* **Provided records**:
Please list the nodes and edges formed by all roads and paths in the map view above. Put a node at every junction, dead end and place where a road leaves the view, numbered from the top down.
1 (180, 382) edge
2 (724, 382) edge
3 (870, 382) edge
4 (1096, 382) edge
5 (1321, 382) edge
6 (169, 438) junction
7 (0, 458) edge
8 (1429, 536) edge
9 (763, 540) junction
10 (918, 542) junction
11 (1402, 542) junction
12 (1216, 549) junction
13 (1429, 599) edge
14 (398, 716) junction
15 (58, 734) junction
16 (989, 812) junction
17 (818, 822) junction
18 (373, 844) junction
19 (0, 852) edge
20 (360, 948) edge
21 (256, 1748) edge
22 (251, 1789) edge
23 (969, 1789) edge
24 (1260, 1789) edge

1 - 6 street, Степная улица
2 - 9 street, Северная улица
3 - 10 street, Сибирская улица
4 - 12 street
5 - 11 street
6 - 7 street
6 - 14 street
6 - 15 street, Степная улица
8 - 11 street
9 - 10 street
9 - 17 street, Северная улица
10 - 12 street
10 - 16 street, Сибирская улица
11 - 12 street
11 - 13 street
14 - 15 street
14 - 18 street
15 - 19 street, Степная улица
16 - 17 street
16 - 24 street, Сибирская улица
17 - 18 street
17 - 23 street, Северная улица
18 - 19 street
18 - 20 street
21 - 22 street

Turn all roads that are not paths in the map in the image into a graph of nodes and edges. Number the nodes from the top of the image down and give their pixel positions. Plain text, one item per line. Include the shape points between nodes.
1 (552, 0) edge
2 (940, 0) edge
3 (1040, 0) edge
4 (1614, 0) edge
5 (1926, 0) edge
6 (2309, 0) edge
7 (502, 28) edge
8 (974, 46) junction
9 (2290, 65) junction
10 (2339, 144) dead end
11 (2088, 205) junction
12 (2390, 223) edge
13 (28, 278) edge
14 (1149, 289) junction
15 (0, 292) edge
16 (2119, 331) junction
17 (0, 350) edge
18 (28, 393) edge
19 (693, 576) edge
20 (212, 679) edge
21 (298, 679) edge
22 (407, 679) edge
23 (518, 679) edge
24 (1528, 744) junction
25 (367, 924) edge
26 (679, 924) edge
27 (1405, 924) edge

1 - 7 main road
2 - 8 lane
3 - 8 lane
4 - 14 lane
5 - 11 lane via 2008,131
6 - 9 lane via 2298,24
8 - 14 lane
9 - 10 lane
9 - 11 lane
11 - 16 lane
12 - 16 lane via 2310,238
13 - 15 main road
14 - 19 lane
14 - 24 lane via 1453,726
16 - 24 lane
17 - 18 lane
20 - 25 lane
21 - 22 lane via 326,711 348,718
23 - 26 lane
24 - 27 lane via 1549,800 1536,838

* **Work to be completed**: For each record in the listing, output it again exactly.

* **Task output**:
Please list the nodes and edges formed by all roads and paths in the map view above. Put a node at every junction, dead end and place where a road leaves the view, numbered from the top down.
1 (180, 382) edge
2 (724, 382) edge
3 (870, 382) edge
4 (1096, 382) edge
5 (1321, 382) edge
6 (169, 438) junction
7 (0, 458) edge
8 (1429, 536) edge
9 (763, 540) junction
10 (918, 542) junction
11 (1402, 542) junction
12 (1216, 549) junction
13 (1429, 599) edge
14 (398, 716) junction
15 (58, 734) junction
16 (989, 812) junction
17 (818, 822) junction
18 (373, 844) junction
19 (0, 852) edge
20 (360, 948) edge
21 (256, 1748) edge
22 (251, 1789) edge
23 (969, 1789) edge
24 (1260, 1789) edge

1 - 6 street, Степная улица
2 - 9 street, Северная улица
3 - 10 street, Сибирская улица
4 - 12 street
5 - 11 street
6 - 7 street
6 - 14 street
6 - 15 street, Степная улица
8 - 11 street
9 - 10 street
9 - 17 street, Северная улица
10 - 12 street
10 - 16 street, Сибирская улица
11 - 12 street
11 - 13 street
14 - 15 street
14 - 18 street
15 - 19 street, Степная улица
16 - 17 street
16 - 24 street, Сибирская улица
17 - 18 street
17 - 23 street, Северная улица
18 - 19 street
18 - 20 street
21 - 22 street

Turn all roads that are not paths in the map in the image into a graph of nodes and edges. Number the nodes from the top of the image down and give their pixel positions. Plain text, one item per line. Include the shape points between nodes.
1 (552, 0) edge
2 (940, 0) edge
3 (1040, 0) edge
4 (1614, 0) edge
5 (1926, 0) edge
6 (2309, 0) edge
7 (502, 28) edge
8 (974, 46) junction
9 (2290, 65) junction
10 (2339, 144) dead end
11 (2088, 205) junction
12 (2390, 223) edge
13 (28, 278) edge
14 (1149, 289) junction
15 (0, 292) edge
16 (2119, 331) junction
17 (0, 350) edge
18 (28, 393) edge
19 (693, 576) edge
20 (212, 679) edge
21 (298, 679) edge
22 (407, 679) edge
23 (518, 679) edge
24 (1528, 744) junction
25 (367, 924) edge
26 (679, 924) edge
27 (1405, 924) edge

1 - 7 main road
2 - 8 lane
3 - 8 lane
4 - 14 lane
5 - 11 lane via 2008,131
6 - 9 lane via 2298,24
8 - 14 lane
9 - 10 lane
9 - 11 lane
11 - 16 lane
12 - 16 lane via 2310,238
13 - 15 main road
14 - 19 lane
14 - 24 lane via 1453,726
16 - 24 lane
17 - 18 lane
20 - 25 lane
21 - 22 lane via 326,711 348,718
23 - 26 lane
24 - 27 lane via 1549,800 1536,838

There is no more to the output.